= Beginning of Section =

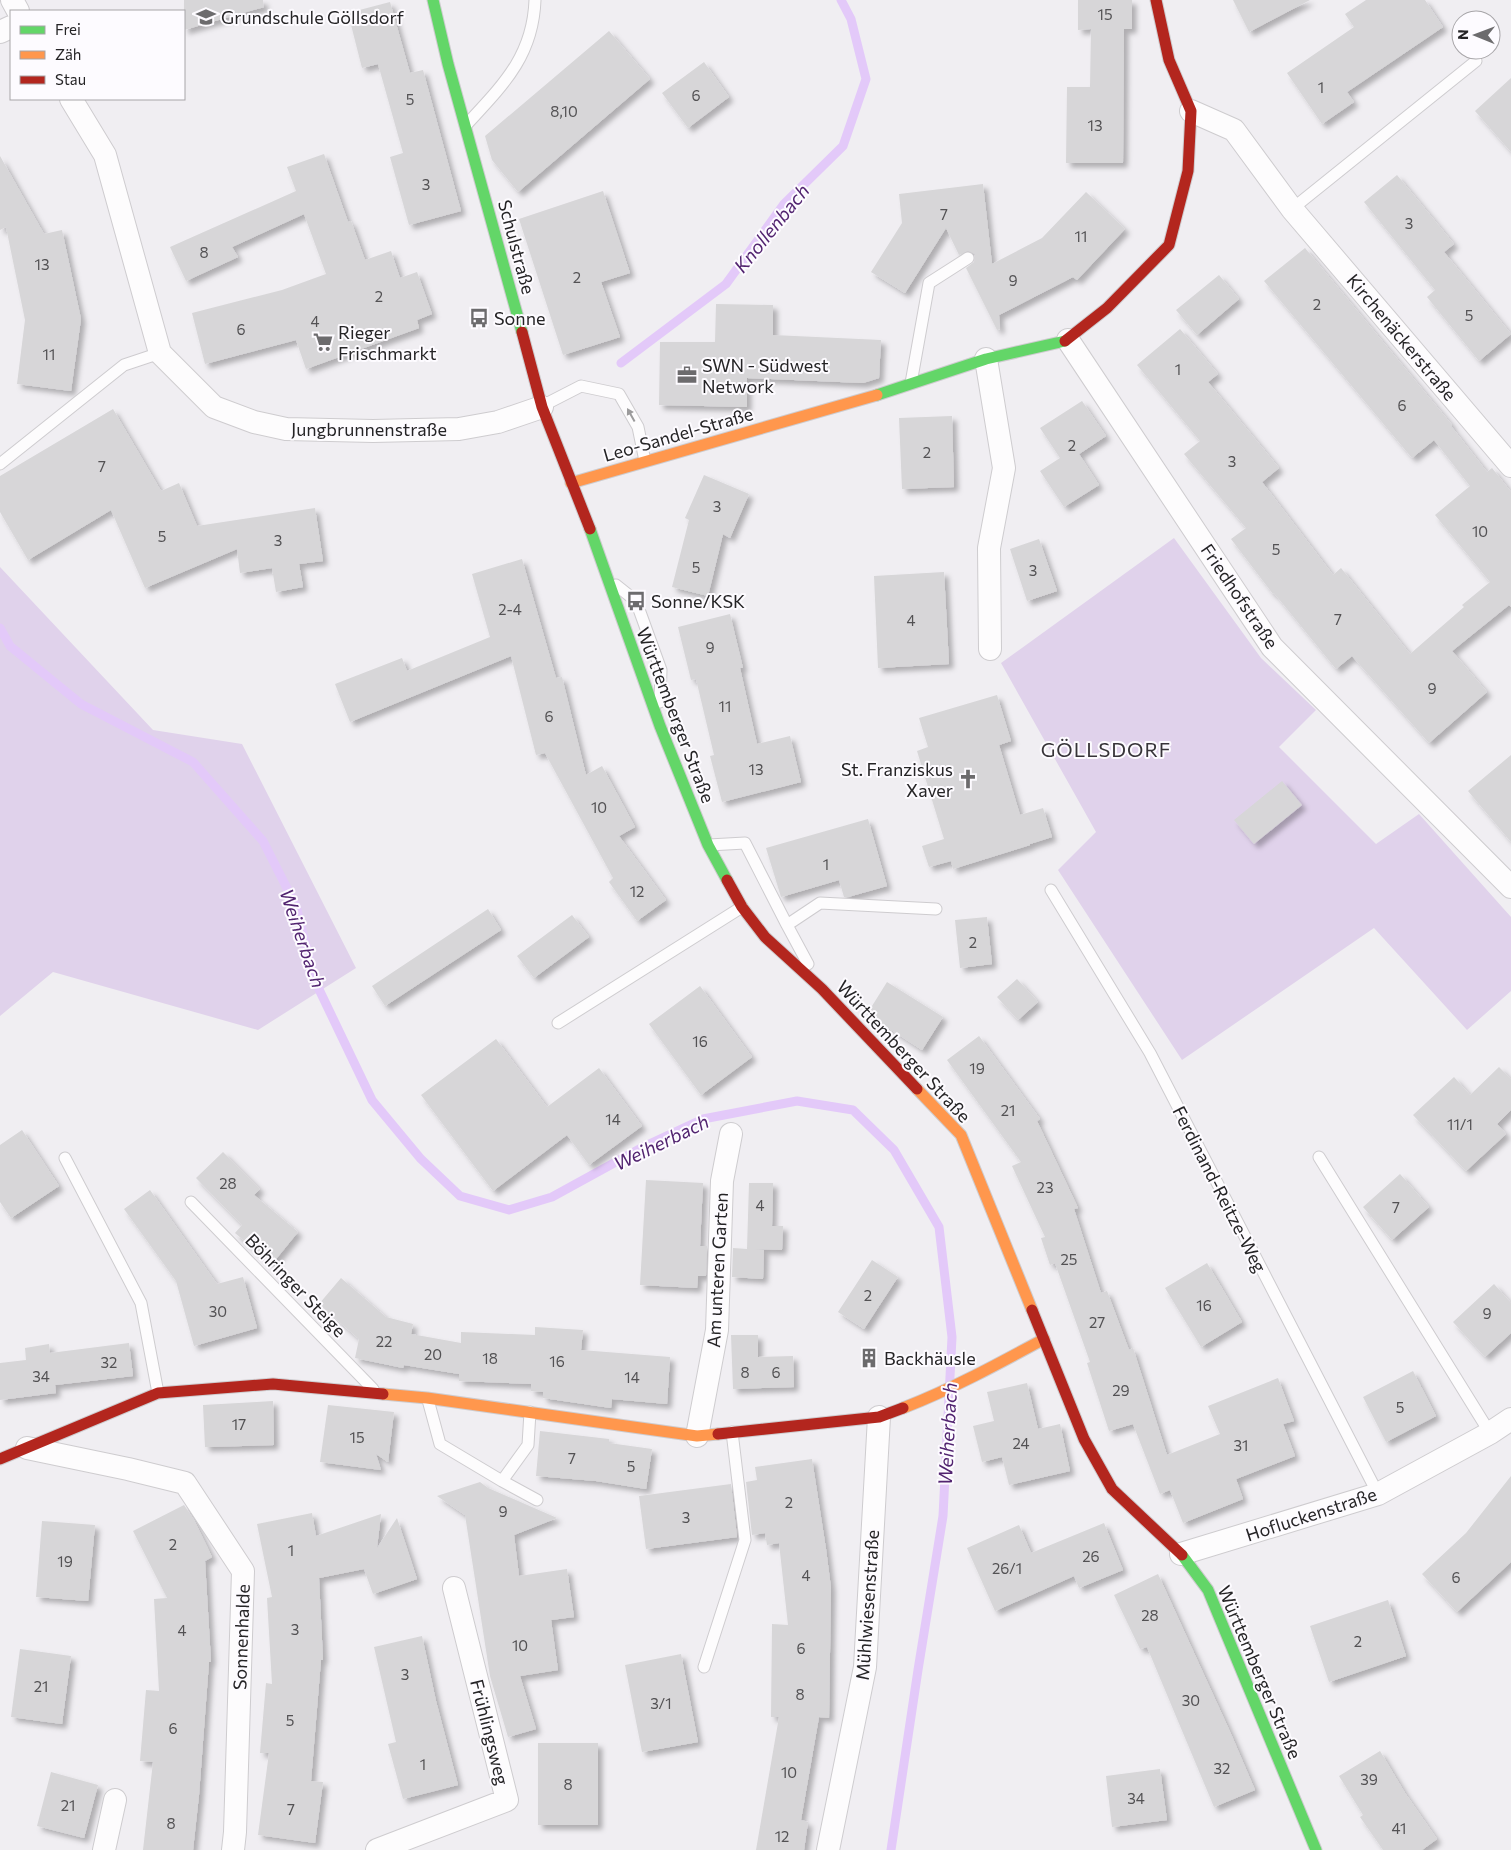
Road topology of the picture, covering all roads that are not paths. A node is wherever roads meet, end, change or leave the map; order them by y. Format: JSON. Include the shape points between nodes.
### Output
{"nodes":[{"id":1,"x":433,"y":0,"type":"edge"},
{"id":2,"x":534,"y":0,"type":"edge"},
{"id":3,"x":1156,"y":0,"type":"edge"},
{"id":4,"x":1476,"y":61,"type":"dead end"},
{"id":5,"x":72,"y":100,"type":"edge"},
{"id":6,"x":1191,"y":111,"type":"junction"},
{"id":7,"x":466,"y":125,"type":"junction"},
{"id":8,"x":1292,"y":209,"type":"junction"},
{"id":9,"x":968,"y":258,"type":"dead end"},
{"id":10,"x":1068,"y":340,"type":"junction"},
{"id":11,"x":160,"y":353,"type":"junction"},
{"id":12,"x":986,"y":359,"type":"junction"},
{"id":13,"x":911,"y":385,"type":"junction"},
{"id":14,"x":542,"y":407,"type":"junction"},
{"id":15,"x":645,"y":461,"type":"junction"},
{"id":16,"x":0,"y":464,"type":"edge"},
{"id":17,"x":1511,"y":466,"type":"edge"},
{"id":18,"x":571,"y":483,"type":"junction"},
{"id":19,"x":607,"y":578,"type":"junction"},
{"id":20,"x":990,"y":649,"type":"dead end"},
{"id":21,"x":660,"y":726,"type":"junction"},
{"id":22,"x":708,"y":845,"type":"junction"},
{"id":23,"x":1511,"y":887,"type":"edge"},
{"id":24,"x":1051,"y":890,"type":"dead end"},
{"id":25,"x":742,"y":907,"type":"junction"},
{"id":26,"x":936,"y":909,"type":"dead end"},
{"id":27,"x":787,"y":925,"type":"junction"},
{"id":28,"x":822,"y":989,"type":"junction"},
{"id":29,"x":558,"y":1023,"type":"dead end"},
{"id":30,"x":731,"y":1134,"type":"dead end"},
{"id":31,"x":1319,"y":1157,"type":"dead end"},
{"id":32,"x":65,"y":1158,"type":"dead end"},
{"id":33,"x":191,"y":1202,"type":"dead end"},
{"id":34,"x":1044,"y":1339,"type":"junction"},
{"id":35,"x":376,"y":1392,"type":"junction"},
{"id":36,"x":158,"y":1393,"type":"junction"},
{"id":37,"x":427,"y":1398,"type":"junction"},
{"id":38,"x":530,"y":1412,"type":"junction"},
{"id":39,"x":879,"y":1417,"type":"junction"},
{"id":40,"x":1511,"y":1419,"type":"edge"},
{"id":41,"x":732,"y":1432,"type":"junction"},
{"id":42,"x":1490,"y":1433,"type":"junction"},
{"id":43,"x":697,"y":1436,"type":"junction"},
{"id":44,"x":27,"y":1448,"type":"junction"},
{"id":45,"x":0,"y":1459,"type":"edge"},
{"id":46,"x":502,"y":1481,"type":"junction"},
{"id":47,"x":1378,"y":1494,"type":"junction"},
{"id":48,"x":537,"y":1500,"type":"dead end"},
{"id":49,"x":1181,"y":1554,"type":"junction"},
{"id":50,"x":454,"y":1588,"type":"dead end"},
{"id":51,"x":704,"y":1667,"type":"dead end"},
{"id":52,"x":115,"y":1800,"type":"dead end"},
{"id":53,"x":104,"y":1850,"type":"edge"},
{"id":54,"x":233,"y":1850,"type":"edge"},
{"id":55,"x":377,"y":1850,"type":"edge"},
{"id":56,"x":828,"y":1850,"type":"edge"},
{"id":57,"x":1316,"y":1850,"type":"edge"}],
"edges":[{"from":1,"to":7,"type":"street","name":"Schulstraße"},
{"from":2,"to":7,"type":"lane","via":[[526,47],[506,82]]},
{"from":3,"to":6,"type":"street","name":"Leo-Sandel-Straße","via":[[1169,60]]},
{"from":4,"to":8,"type":"lane"},
{"from":5,"to":11,"type":"street","name":"Jungbrunnenstraße","via":[[104,155]]},
{"from":6,"to":8,"type":"street","name":"Kirchenäckerstraße","via":[[1234,130]]},
{"from":6,"to":10,"type":"street","name":"Leo-Sandel-Straße","via":[[1188,171],[1169,246],[1107,308]]},
{"from":7,"to":14,"type":"street","name":"Schulstraße"},
{"from":8,"to":17,"type":"street","name":"Kirchenäckerstraße"},
{"from":9,"to":13,"type":"lane","via":[[929,284]]},
{"from":10,"to":12,"type":"street","name":"Leo-Sandel-Straße"},
{"from":10,"to":23,"type":"street","name":"Friedhofstraße","via":[[1272,647]]},
{"from":11,"to":14,"type":"street","name":"Jungbrunnenstraße","via":[[214,407],[254,422],[286,429],[373,432],[459,429],[498,422]]},
{"from":11,"to":16,"type":"lane","via":[[124,365]]},
{"from":12,"to":13,"type":"street","name":"Leo-Sandel-Straße"},
{"from":12,"to":20,"type":"street","via":[[1004,468],[989,548]]},
{"from":13,"to":15,"type":"street","name":"Leo-Sandel-Straße"},
{"from":15,"to":14,"type":"lane","one_way":true,"via":[[638,427],[619,394],[581,386]]},
{"from":14,"to":18,"type":"street","name":"Württemberger Straße"},
{"from":15,"to":18,"type":"street","name":"Leo-Sandel-Straße"},
{"from":18,"to":19,"type":"street","name":"Württemberger Straße"},
{"from":19,"to":21,"type":"street","name":"Württemberger Straße"},
{"from":19,"to":21,"type":"lane","via":[[636,601],[661,670]]},
{"from":21,"to":22,"type":"street","name":"Württemberger Straße"},
{"from":22,"to":25,"type":"street","name":"Württemberger Straße"},
{"from":22,"to":27,"type":"lane","via":[[745,843]]},
{"from":24,"to":47,"type":"lane","name":"Ferdinand-Reitze-Weg","via":[[1150,1053]]},
{"from":25,"to":28,"type":"street","name":"Württemberger Straße","via":[[765,937]]},
{"from":25,"to":29,"type":"lane"},
{"from":26,"to":27,"type":"lane","via":[[820,903]]},
{"from":27,"to":28,"type":"lane"},
{"from":28,"to":34,"type":"street","name":"Württemberger Straße","via":[[961,1135]]},
{"from":30,"to":43,"type":"street","name":"Am unteren Garten","via":[[722,1181],[716,1330]]},
{"from":31,"to":42,"type":"lane"},
{"from":32,"to":36,"type":"lane","via":[[141,1303]]},
{"from":33,"to":35,"type":"lane","name":"Böhringer Steige"},
{"from":34,"to":39,"type":"street","via":[[934,1396]]},
{"from":34,"to":49,"type":"street","name":"Württemberger Straße","via":[[1084,1439],[1112,1489]]},
{"from":35,"to":36,"type":"street","via":[[273,1384]]},
{"from":35,"to":37,"type":"street"},
{"from":36,"to":44,"type":"street"},
{"from":37,"to":38,"type":"street"},
{"from":37,"to":46,"type":"lane","via":[[440,1444]]},
{"from":38,"to":43,"type":"street"},
{"from":38,"to":46,"type":"lane","via":[[528,1445]]},
{"from":39,"to":41,"type":"street"},
{"from":39,"to":56,"type":"street","name":"Mühlwiesenstraße","via":[[865,1666]]},
{"from":40,"to":42,"type":"street","name":"Hofluckenstraße"},
{"from":41,"to":43,"type":"street"},
{"from":41,"to":51,"type":"lane","via":[[745,1540]]},
{"from":42,"to":47,"type":"street","name":"Hofluckenstraße"},
{"from":44,"to":45,"type":"street"},
{"from":44,"to":54,"type":"street","name":"Sonnenhalde","via":[[185,1483],[243,1571]]},
{"from":46,"to":48,"type":"lane"},
{"from":47,"to":49,"type":"street","name":"Hofluckenstraße"},
{"from":49,"to":57,"type":"street","name":"Württemberger Straße","via":[[1208,1590]]},
{"from":50,"to":55,"type":"street","name":"Frühlingsweg","via":[[508,1800]]},
{"from":52,"to":53,"type":"street"}]}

= End of Section =

### Exercise directions
Write out each entry exactly, images excluded.

### Your response
Road topology of the picture, covering all roads that are not paths. A node is wherever roads meet, end, change or leave the map; order them by y. Format: JSON. Include the shape points between nodes.
### Output
{"nodes":[{"id":1,"x":433,"y":0,"type":"edge"},
{"id":2,"x":534,"y":0,"type":"edge"},
{"id":3,"x":1156,"y":0,"type":"edge"},
{"id":4,"x":1476,"y":61,"type":"dead end"},
{"id":5,"x":72,"y":100,"type":"edge"},
{"id":6,"x":1191,"y":111,"type":"junction"},
{"id":7,"x":466,"y":125,"type":"junction"},
{"id":8,"x":1292,"y":209,"type":"junction"},
{"id":9,"x":968,"y":258,"type":"dead end"},
{"id":10,"x":1068,"y":340,"type":"junction"},
{"id":11,"x":160,"y":353,"type":"junction"},
{"id":12,"x":986,"y":359,"type":"junction"},
{"id":13,"x":911,"y":385,"type":"junction"},
{"id":14,"x":542,"y":407,"type":"junction"},
{"id":15,"x":645,"y":461,"type":"junction"},
{"id":16,"x":0,"y":464,"type":"edge"},
{"id":17,"x":1511,"y":466,"type":"edge"},
{"id":18,"x":571,"y":483,"type":"junction"},
{"id":19,"x":607,"y":578,"type":"junction"},
{"id":20,"x":990,"y":649,"type":"dead end"},
{"id":21,"x":660,"y":726,"type":"junction"},
{"id":22,"x":708,"y":845,"type":"junction"},
{"id":23,"x":1511,"y":887,"type":"edge"},
{"id":24,"x":1051,"y":890,"type":"dead end"},
{"id":25,"x":742,"y":907,"type":"junction"},
{"id":26,"x":936,"y":909,"type":"dead end"},
{"id":27,"x":787,"y":925,"type":"junction"},
{"id":28,"x":822,"y":989,"type":"junction"},
{"id":29,"x":558,"y":1023,"type":"dead end"},
{"id":30,"x":731,"y":1134,"type":"dead end"},
{"id":31,"x":1319,"y":1157,"type":"dead end"},
{"id":32,"x":65,"y":1158,"type":"dead end"},
{"id":33,"x":191,"y":1202,"type":"dead end"},
{"id":34,"x":1044,"y":1339,"type":"junction"},
{"id":35,"x":376,"y":1392,"type":"junction"},
{"id":36,"x":158,"y":1393,"type":"junction"},
{"id":37,"x":427,"y":1398,"type":"junction"},
{"id":38,"x":530,"y":1412,"type":"junction"},
{"id":39,"x":879,"y":1417,"type":"junction"},
{"id":40,"x":1511,"y":1419,"type":"edge"},
{"id":41,"x":732,"y":1432,"type":"junction"},
{"id":42,"x":1490,"y":1433,"type":"junction"},
{"id":43,"x":697,"y":1436,"type":"junction"},
{"id":44,"x":27,"y":1448,"type":"junction"},
{"id":45,"x":0,"y":1459,"type":"edge"},
{"id":46,"x":502,"y":1481,"type":"junction"},
{"id":47,"x":1378,"y":1494,"type":"junction"},
{"id":48,"x":537,"y":1500,"type":"dead end"},
{"id":49,"x":1181,"y":1554,"type":"junction"},
{"id":50,"x":454,"y":1588,"type":"dead end"},
{"id":51,"x":704,"y":1667,"type":"dead end"},
{"id":52,"x":115,"y":1800,"type":"dead end"},
{"id":53,"x":104,"y":1850,"type":"edge"},
{"id":54,"x":233,"y":1850,"type":"edge"},
{"id":55,"x":377,"y":1850,"type":"edge"},
{"id":56,"x":828,"y":1850,"type":"edge"},
{"id":57,"x":1316,"y":1850,"type":"edge"}],
"edges":[{"from":1,"to":7,"type":"street","name":"Schulstraße"},
{"from":2,"to":7,"type":"lane","via":[[526,47],[506,82]]},
{"from":3,"to":6,"type":"street","name":"Leo-Sandel-Straße","via":[[1169,60]]},
{"from":4,"to":8,"type":"lane"},
{"from":5,"to":11,"type":"street","name":"Jungbrunnenstraße","via":[[104,155]]},
{"from":6,"to":8,"type":"street","name":"Kirchenäckerstraße","via":[[1234,130]]},
{"from":6,"to":10,"type":"street","name":"Leo-Sandel-Straße","via":[[1188,171],[1169,246],[1107,308]]},
{"from":7,"to":14,"type":"street","name":"Schulstraße"},
{"from":8,"to":17,"type":"street","name":"Kirchenäckerstraße"},
{"from":9,"to":13,"type":"lane","via":[[929,284]]},
{"from":10,"to":12,"type":"street","name":"Leo-Sandel-Straße"},
{"from":10,"to":23,"type":"street","name":"Friedhofstraße","via":[[1272,647]]},
{"from":11,"to":14,"type":"street","name":"Jungbrunnenstraße","via":[[214,407],[254,422],[286,429],[373,432],[459,429],[498,422]]},
{"from":11,"to":16,"type":"lane","via":[[124,365]]},
{"from":12,"to":13,"type":"street","name":"Leo-Sandel-Straße"},
{"from":12,"to":20,"type":"street","via":[[1004,468],[989,548]]},
{"from":13,"to":15,"type":"street","name":"Leo-Sandel-Straße"},
{"from":15,"to":14,"type":"lane","one_way":true,"via":[[638,427],[619,394],[581,386]]},
{"from":14,"to":18,"type":"street","name":"Württemberger Straße"},
{"from":15,"to":18,"type":"street","name":"Leo-Sandel-Straße"},
{"from":18,"to":19,"type":"street","name":"Württemberger Straße"},
{"from":19,"to":21,"type":"street","name":"Württemberger Straße"},
{"from":19,"to":21,"type":"lane","via":[[636,601],[661,670]]},
{"from":21,"to":22,"type":"street","name":"Württemberger Straße"},
{"from":22,"to":25,"type":"street","name":"Württemberger Straße"},
{"from":22,"to":27,"type":"lane","via":[[745,843]]},
{"from":24,"to":47,"type":"lane","name":"Ferdinand-Reitze-Weg","via":[[1150,1053]]},
{"from":25,"to":28,"type":"street","name":"Württemberger Straße","via":[[765,937]]},
{"from":25,"to":29,"type":"lane"},
{"from":26,"to":27,"type":"lane","via":[[820,903]]},
{"from":27,"to":28,"type":"lane"},
{"from":28,"to":34,"type":"street","name":"Württemberger Straße","via":[[961,1135]]},
{"from":30,"to":43,"type":"street","name":"Am unteren Garten","via":[[722,1181],[716,1330]]},
{"from":31,"to":42,"type":"lane"},
{"from":32,"to":36,"type":"lane","via":[[141,1303]]},
{"from":33,"to":35,"type":"lane","name":"Böhringer Steige"},
{"from":34,"to":39,"type":"street","via":[[934,1396]]},
{"from":34,"to":49,"type":"street","name":"Württemberger Straße","via":[[1084,1439],[1112,1489]]},
{"from":35,"to":36,"type":"street","via":[[273,1384]]},
{"from":35,"to":37,"type":"street"},
{"from":36,"to":44,"type":"street"},
{"from":37,"to":38,"type":"street"},
{"from":37,"to":46,"type":"lane","via":[[440,1444]]},
{"from":38,"to":43,"type":"street"},
{"from":38,"to":46,"type":"lane","via":[[528,1445]]},
{"from":39,"to":41,"type":"street"},
{"from":39,"to":56,"type":"street","name":"Mühlwiesenstraße","via":[[865,1666]]},
{"from":40,"to":42,"type":"street","name":"Hofluckenstraße"},
{"from":41,"to":43,"type":"street"},
{"from":41,"to":51,"type":"lane","via":[[745,1540]]},
{"from":42,"to":47,"type":"street","name":"Hofluckenstraße"},
{"from":44,"to":45,"type":"street"},
{"from":44,"to":54,"type":"street","name":"Sonnenhalde","via":[[185,1483],[243,1571]]},
{"from":46,"to":48,"type":"lane"},
{"from":47,"to":49,"type":"street","name":"Hofluckenstraße"},
{"from":49,"to":57,"type":"street","name":"Württemberger Straße","via":[[1208,1590]]},
{"from":50,"to":55,"type":"street","name":"Frühlingsweg","via":[[508,1800]]},
{"from":52,"to":53,"type":"street"}]}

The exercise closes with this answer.